TO DO: From the entries that follow, list every line in which the string "closepath" appears.

******************************

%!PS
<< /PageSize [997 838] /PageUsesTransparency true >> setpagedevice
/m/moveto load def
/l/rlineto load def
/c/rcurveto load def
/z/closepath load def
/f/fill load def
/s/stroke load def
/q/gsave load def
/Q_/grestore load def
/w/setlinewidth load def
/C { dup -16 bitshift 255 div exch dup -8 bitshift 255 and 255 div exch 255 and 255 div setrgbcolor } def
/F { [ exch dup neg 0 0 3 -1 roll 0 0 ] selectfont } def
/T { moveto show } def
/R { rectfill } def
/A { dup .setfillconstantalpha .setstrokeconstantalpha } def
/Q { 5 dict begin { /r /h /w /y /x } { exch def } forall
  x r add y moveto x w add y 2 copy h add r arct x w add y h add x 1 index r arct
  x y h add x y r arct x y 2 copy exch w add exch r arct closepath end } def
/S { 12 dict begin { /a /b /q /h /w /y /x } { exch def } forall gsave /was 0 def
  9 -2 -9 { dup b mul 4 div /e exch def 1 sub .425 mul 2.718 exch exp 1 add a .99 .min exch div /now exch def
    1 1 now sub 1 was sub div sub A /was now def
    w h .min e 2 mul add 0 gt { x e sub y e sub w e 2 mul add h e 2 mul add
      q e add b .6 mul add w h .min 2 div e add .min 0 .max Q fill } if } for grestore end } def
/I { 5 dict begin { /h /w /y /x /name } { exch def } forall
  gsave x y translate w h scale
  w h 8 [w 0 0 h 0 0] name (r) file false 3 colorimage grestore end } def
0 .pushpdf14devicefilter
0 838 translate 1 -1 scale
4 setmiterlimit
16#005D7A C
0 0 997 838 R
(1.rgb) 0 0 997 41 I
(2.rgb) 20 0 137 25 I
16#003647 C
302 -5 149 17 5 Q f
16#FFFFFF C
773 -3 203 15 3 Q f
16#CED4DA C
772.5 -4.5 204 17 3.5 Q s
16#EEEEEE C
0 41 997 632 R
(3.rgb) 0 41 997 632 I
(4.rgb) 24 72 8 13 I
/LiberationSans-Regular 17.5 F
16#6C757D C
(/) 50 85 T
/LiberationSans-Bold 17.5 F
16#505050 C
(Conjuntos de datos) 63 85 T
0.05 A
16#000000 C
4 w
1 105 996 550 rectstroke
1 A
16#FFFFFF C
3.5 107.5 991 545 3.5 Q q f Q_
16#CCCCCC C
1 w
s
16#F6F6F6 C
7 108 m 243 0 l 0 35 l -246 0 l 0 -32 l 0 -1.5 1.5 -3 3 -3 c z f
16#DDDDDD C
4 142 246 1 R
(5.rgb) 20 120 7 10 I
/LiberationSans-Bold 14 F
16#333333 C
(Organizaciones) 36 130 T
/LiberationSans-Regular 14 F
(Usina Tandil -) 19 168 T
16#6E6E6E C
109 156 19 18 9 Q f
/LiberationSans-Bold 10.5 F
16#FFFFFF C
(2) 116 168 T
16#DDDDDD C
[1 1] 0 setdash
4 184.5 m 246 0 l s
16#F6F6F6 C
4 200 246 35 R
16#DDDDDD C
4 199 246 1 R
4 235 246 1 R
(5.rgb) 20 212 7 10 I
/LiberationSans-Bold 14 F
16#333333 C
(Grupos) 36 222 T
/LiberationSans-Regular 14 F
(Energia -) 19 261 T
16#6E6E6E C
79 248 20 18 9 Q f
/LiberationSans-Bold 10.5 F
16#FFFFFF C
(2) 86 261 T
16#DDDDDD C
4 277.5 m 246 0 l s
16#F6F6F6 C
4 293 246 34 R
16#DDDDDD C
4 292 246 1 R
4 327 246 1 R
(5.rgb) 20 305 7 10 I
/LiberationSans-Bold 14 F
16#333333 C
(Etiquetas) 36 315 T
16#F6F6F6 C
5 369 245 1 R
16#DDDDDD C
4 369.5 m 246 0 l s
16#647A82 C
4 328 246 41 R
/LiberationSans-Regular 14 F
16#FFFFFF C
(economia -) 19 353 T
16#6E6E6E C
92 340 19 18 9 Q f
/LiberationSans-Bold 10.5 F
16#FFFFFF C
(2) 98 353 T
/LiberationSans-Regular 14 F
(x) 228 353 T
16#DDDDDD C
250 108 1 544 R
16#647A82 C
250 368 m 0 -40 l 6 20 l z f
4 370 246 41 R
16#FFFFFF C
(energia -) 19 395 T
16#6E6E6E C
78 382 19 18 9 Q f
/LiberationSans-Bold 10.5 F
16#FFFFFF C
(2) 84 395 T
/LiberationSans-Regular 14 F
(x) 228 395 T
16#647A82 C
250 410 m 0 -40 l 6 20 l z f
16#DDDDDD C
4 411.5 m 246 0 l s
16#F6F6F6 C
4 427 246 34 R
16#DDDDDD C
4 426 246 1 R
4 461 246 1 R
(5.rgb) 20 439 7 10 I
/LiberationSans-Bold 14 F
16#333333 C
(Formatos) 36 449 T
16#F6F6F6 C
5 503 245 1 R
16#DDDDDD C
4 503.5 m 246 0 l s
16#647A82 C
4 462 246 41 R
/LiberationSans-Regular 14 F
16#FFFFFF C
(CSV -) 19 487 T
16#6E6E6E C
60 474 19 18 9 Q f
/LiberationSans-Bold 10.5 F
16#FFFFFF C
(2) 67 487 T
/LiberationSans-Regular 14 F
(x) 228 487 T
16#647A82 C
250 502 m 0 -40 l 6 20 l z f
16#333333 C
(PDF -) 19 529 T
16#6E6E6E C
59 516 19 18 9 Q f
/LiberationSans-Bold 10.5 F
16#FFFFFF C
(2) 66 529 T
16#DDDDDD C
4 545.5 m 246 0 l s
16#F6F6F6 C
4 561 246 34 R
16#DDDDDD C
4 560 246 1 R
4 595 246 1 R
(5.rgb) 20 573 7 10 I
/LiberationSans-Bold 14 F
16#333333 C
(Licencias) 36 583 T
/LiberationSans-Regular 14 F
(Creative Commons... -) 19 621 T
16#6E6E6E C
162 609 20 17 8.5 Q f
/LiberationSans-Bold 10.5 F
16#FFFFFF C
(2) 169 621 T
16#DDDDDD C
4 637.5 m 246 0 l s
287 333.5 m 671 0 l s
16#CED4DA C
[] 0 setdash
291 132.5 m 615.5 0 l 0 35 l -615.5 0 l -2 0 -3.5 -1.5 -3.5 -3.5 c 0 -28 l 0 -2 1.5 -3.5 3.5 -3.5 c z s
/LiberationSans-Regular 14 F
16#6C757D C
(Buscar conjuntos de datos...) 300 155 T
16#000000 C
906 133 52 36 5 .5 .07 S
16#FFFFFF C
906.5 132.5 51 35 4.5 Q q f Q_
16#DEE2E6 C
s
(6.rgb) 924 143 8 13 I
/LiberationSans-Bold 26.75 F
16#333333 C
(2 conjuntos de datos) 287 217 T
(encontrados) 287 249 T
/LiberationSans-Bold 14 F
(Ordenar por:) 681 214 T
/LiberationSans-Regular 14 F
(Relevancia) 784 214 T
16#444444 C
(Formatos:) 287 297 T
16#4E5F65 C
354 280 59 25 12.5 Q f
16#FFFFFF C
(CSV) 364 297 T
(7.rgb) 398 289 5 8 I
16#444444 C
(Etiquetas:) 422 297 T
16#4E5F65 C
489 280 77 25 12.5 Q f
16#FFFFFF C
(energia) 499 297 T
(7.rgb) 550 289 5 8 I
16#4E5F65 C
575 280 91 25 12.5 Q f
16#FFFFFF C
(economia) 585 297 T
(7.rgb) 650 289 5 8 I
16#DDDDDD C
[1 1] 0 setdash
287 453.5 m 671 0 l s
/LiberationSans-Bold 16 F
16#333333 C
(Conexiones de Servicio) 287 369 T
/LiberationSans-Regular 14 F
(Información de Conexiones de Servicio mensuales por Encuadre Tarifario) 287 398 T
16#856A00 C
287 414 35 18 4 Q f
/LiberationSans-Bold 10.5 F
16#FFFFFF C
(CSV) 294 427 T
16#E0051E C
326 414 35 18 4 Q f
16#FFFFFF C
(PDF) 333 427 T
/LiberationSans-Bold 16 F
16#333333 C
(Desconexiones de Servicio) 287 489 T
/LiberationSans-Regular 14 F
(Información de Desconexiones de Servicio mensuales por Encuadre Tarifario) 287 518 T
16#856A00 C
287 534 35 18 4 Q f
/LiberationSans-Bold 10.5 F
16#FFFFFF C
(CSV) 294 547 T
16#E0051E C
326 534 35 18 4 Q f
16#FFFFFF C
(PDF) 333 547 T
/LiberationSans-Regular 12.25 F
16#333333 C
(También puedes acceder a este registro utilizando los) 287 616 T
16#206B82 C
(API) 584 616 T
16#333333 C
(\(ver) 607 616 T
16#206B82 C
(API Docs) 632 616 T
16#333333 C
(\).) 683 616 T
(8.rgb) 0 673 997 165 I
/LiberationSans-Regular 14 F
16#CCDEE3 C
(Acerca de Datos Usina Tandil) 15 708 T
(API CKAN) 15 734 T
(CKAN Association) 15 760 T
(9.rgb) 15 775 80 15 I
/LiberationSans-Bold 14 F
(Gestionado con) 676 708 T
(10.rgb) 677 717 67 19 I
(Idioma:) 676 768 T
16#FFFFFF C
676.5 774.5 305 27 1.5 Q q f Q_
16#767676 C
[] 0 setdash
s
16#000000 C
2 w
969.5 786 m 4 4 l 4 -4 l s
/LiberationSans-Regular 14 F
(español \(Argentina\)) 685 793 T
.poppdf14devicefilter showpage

******************************

TASK SOLUTION:
/z/closepath load def
  x y h add x y r arct x y 2 copy exch w add exch r arct closepath end } def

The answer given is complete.